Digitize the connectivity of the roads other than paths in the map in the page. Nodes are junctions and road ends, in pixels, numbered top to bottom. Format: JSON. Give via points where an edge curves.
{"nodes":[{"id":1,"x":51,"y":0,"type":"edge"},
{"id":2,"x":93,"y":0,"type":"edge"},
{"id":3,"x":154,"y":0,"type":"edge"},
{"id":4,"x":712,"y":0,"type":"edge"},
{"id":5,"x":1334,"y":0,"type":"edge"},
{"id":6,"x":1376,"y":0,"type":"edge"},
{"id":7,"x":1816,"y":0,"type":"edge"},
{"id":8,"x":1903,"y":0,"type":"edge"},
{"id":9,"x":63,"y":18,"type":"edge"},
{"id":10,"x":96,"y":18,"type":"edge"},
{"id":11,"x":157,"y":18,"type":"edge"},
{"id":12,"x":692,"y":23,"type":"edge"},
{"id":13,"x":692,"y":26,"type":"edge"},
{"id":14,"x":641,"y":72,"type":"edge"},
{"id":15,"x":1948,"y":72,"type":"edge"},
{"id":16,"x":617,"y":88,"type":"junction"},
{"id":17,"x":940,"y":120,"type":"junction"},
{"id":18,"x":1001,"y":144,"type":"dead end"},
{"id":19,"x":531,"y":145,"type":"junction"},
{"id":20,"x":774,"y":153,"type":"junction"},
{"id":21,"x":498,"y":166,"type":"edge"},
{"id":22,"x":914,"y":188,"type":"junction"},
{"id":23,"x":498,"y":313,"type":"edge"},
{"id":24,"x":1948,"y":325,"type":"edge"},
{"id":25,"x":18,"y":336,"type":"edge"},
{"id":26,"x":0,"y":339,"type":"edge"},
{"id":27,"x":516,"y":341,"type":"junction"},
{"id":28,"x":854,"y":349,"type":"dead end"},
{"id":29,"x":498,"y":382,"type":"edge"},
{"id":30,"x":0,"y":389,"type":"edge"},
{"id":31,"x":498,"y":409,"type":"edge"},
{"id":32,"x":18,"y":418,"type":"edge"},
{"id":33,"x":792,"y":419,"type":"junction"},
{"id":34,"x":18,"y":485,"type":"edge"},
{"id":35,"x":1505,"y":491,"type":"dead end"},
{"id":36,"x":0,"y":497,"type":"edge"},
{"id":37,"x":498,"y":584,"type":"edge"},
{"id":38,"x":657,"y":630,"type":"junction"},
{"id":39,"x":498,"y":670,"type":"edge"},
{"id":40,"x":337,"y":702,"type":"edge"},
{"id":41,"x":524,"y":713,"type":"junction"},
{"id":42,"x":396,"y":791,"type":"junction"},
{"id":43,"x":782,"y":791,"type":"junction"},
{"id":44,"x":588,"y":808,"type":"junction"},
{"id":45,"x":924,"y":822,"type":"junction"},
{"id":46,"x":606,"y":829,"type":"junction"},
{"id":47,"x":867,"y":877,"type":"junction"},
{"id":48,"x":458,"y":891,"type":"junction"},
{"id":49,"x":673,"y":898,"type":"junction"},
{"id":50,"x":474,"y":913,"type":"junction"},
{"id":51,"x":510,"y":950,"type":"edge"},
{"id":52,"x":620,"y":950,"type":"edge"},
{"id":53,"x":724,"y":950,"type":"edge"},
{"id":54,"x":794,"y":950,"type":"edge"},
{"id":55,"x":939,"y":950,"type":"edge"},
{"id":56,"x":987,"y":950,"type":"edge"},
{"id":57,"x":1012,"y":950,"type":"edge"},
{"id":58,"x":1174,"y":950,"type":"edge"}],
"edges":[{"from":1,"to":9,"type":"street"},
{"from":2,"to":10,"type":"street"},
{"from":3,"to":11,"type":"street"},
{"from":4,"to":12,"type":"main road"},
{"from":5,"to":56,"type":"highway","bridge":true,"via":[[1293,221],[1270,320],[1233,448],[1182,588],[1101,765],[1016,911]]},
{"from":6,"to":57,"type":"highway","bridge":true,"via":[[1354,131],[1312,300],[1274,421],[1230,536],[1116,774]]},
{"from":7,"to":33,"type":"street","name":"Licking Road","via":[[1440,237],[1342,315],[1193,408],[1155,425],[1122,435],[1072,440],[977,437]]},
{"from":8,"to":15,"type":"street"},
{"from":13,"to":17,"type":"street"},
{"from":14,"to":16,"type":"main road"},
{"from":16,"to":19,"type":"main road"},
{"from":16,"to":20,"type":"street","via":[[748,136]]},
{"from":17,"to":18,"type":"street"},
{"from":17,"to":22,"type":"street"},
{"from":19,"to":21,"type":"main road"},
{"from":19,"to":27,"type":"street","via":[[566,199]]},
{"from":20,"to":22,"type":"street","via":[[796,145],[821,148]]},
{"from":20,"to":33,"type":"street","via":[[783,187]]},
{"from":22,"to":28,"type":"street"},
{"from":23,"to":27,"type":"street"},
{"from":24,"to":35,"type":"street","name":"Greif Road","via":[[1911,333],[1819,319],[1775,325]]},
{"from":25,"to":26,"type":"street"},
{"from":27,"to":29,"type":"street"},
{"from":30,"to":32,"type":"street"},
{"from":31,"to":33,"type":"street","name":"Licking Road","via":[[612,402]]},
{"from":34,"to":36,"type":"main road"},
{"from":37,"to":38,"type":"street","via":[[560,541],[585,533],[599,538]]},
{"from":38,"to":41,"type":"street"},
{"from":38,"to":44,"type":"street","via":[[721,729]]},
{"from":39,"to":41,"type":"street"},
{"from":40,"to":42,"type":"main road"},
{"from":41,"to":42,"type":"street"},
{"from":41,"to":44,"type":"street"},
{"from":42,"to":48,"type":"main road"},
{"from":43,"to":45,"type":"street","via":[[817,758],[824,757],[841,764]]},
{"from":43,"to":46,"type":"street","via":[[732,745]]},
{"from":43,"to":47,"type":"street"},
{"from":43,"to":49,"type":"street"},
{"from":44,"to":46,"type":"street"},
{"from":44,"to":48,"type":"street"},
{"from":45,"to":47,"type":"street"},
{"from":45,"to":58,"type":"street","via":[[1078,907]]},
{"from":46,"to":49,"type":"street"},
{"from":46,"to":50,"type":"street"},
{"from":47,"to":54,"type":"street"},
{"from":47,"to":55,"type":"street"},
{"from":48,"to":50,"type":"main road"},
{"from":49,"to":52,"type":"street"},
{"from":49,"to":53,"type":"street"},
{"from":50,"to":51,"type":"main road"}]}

☆ ☆ ☆ ☆

The data must be printed verbatim, line by line.

**ANSWER TO THE EXERCISE**
Digitize the connectivity of the roads other than paths in the map in the page. Nodes are junctions and road ends, in pixels, numbered top to bottom. Format: JSON. Give via points where an edge curves.
{"nodes":[{"id":1,"x":51,"y":0,"type":"edge"},
{"id":2,"x":93,"y":0,"type":"edge"},
{"id":3,"x":154,"y":0,"type":"edge"},
{"id":4,"x":712,"y":0,"type":"edge"},
{"id":5,"x":1334,"y":0,"type":"edge"},
{"id":6,"x":1376,"y":0,"type":"edge"},
{"id":7,"x":1816,"y":0,"type":"edge"},
{"id":8,"x":1903,"y":0,"type":"edge"},
{"id":9,"x":63,"y":18,"type":"edge"},
{"id":10,"x":96,"y":18,"type":"edge"},
{"id":11,"x":157,"y":18,"type":"edge"},
{"id":12,"x":692,"y":23,"type":"edge"},
{"id":13,"x":692,"y":26,"type":"edge"},
{"id":14,"x":641,"y":72,"type":"edge"},
{"id":15,"x":1948,"y":72,"type":"edge"},
{"id":16,"x":617,"y":88,"type":"junction"},
{"id":17,"x":940,"y":120,"type":"junction"},
{"id":18,"x":1001,"y":144,"type":"dead end"},
{"id":19,"x":531,"y":145,"type":"junction"},
{"id":20,"x":774,"y":153,"type":"junction"},
{"id":21,"x":498,"y":166,"type":"edge"},
{"id":22,"x":914,"y":188,"type":"junction"},
{"id":23,"x":498,"y":313,"type":"edge"},
{"id":24,"x":1948,"y":325,"type":"edge"},
{"id":25,"x":18,"y":336,"type":"edge"},
{"id":26,"x":0,"y":339,"type":"edge"},
{"id":27,"x":516,"y":341,"type":"junction"},
{"id":28,"x":854,"y":349,"type":"dead end"},
{"id":29,"x":498,"y":382,"type":"edge"},
{"id":30,"x":0,"y":389,"type":"edge"},
{"id":31,"x":498,"y":409,"type":"edge"},
{"id":32,"x":18,"y":418,"type":"edge"},
{"id":33,"x":792,"y":419,"type":"junction"},
{"id":34,"x":18,"y":485,"type":"edge"},
{"id":35,"x":1505,"y":491,"type":"dead end"},
{"id":36,"x":0,"y":497,"type":"edge"},
{"id":37,"x":498,"y":584,"type":"edge"},
{"id":38,"x":657,"y":630,"type":"junction"},
{"id":39,"x":498,"y":670,"type":"edge"},
{"id":40,"x":337,"y":702,"type":"edge"},
{"id":41,"x":524,"y":713,"type":"junction"},
{"id":42,"x":396,"y":791,"type":"junction"},
{"id":43,"x":782,"y":791,"type":"junction"},
{"id":44,"x":588,"y":808,"type":"junction"},
{"id":45,"x":924,"y":822,"type":"junction"},
{"id":46,"x":606,"y":829,"type":"junction"},
{"id":47,"x":867,"y":877,"type":"junction"},
{"id":48,"x":458,"y":891,"type":"junction"},
{"id":49,"x":673,"y":898,"type":"junction"},
{"id":50,"x":474,"y":913,"type":"junction"},
{"id":51,"x":510,"y":950,"type":"edge"},
{"id":52,"x":620,"y":950,"type":"edge"},
{"id":53,"x":724,"y":950,"type":"edge"},
{"id":54,"x":794,"y":950,"type":"edge"},
{"id":55,"x":939,"y":950,"type":"edge"},
{"id":56,"x":987,"y":950,"type":"edge"},
{"id":57,"x":1012,"y":950,"type":"edge"},
{"id":58,"x":1174,"y":950,"type":"edge"}],
"edges":[{"from":1,"to":9,"type":"street"},
{"from":2,"to":10,"type":"street"},
{"from":3,"to":11,"type":"street"},
{"from":4,"to":12,"type":"main road"},
{"from":5,"to":56,"type":"highway","bridge":true,"via":[[1293,221],[1270,320],[1233,448],[1182,588],[1101,765],[1016,911]]},
{"from":6,"to":57,"type":"highway","bridge":true,"via":[[1354,131],[1312,300],[1274,421],[1230,536],[1116,774]]},
{"from":7,"to":33,"type":"street","name":"Licking Road","via":[[1440,237],[1342,315],[1193,408],[1155,425],[1122,435],[1072,440],[977,437]]},
{"from":8,"to":15,"type":"street"},
{"from":13,"to":17,"type":"street"},
{"from":14,"to":16,"type":"main road"},
{"from":16,"to":19,"type":"main road"},
{"from":16,"to":20,"type":"street","via":[[748,136]]},
{"from":17,"to":18,"type":"street"},
{"from":17,"to":22,"type":"street"},
{"from":19,"to":21,"type":"main road"},
{"from":19,"to":27,"type":"street","via":[[566,199]]},
{"from":20,"to":22,"type":"street","via":[[796,145],[821,148]]},
{"from":20,"to":33,"type":"street","via":[[783,187]]},
{"from":22,"to":28,"type":"street"},
{"from":23,"to":27,"type":"street"},
{"from":24,"to":35,"type":"street","name":"Greif Road","via":[[1911,333],[1819,319],[1775,325]]},
{"from":25,"to":26,"type":"street"},
{"from":27,"to":29,"type":"street"},
{"from":30,"to":32,"type":"street"},
{"from":31,"to":33,"type":"street","name":"Licking Road","via":[[612,402]]},
{"from":34,"to":36,"type":"main road"},
{"from":37,"to":38,"type":"street","via":[[560,541],[585,533],[599,538]]},
{"from":38,"to":41,"type":"street"},
{"from":38,"to":44,"type":"street","via":[[721,729]]},
{"from":39,"to":41,"type":"street"},
{"from":40,"to":42,"type":"main road"},
{"from":41,"to":42,"type":"street"},
{"from":41,"to":44,"type":"street"},
{"from":42,"to":48,"type":"main road"},
{"from":43,"to":45,"type":"street","via":[[817,758],[824,757],[841,764]]},
{"from":43,"to":46,"type":"street","via":[[732,745]]},
{"from":43,"to":47,"type":"street"},
{"from":43,"to":49,"type":"street"},
{"from":44,"to":46,"type":"street"},
{"from":44,"to":48,"type":"street"},
{"from":45,"to":47,"type":"street"},
{"from":45,"to":58,"type":"street","via":[[1078,907]]},
{"from":46,"to":49,"type":"street"},
{"from":46,"to":50,"type":"street"},
{"from":47,"to":54,"type":"street"},
{"from":47,"to":55,"type":"street"},
{"from":48,"to":50,"type":"main road"},
{"from":49,"to":52,"type":"street"},
{"from":49,"to":53,"type":"street"},
{"from":50,"to":51,"type":"main road"}]}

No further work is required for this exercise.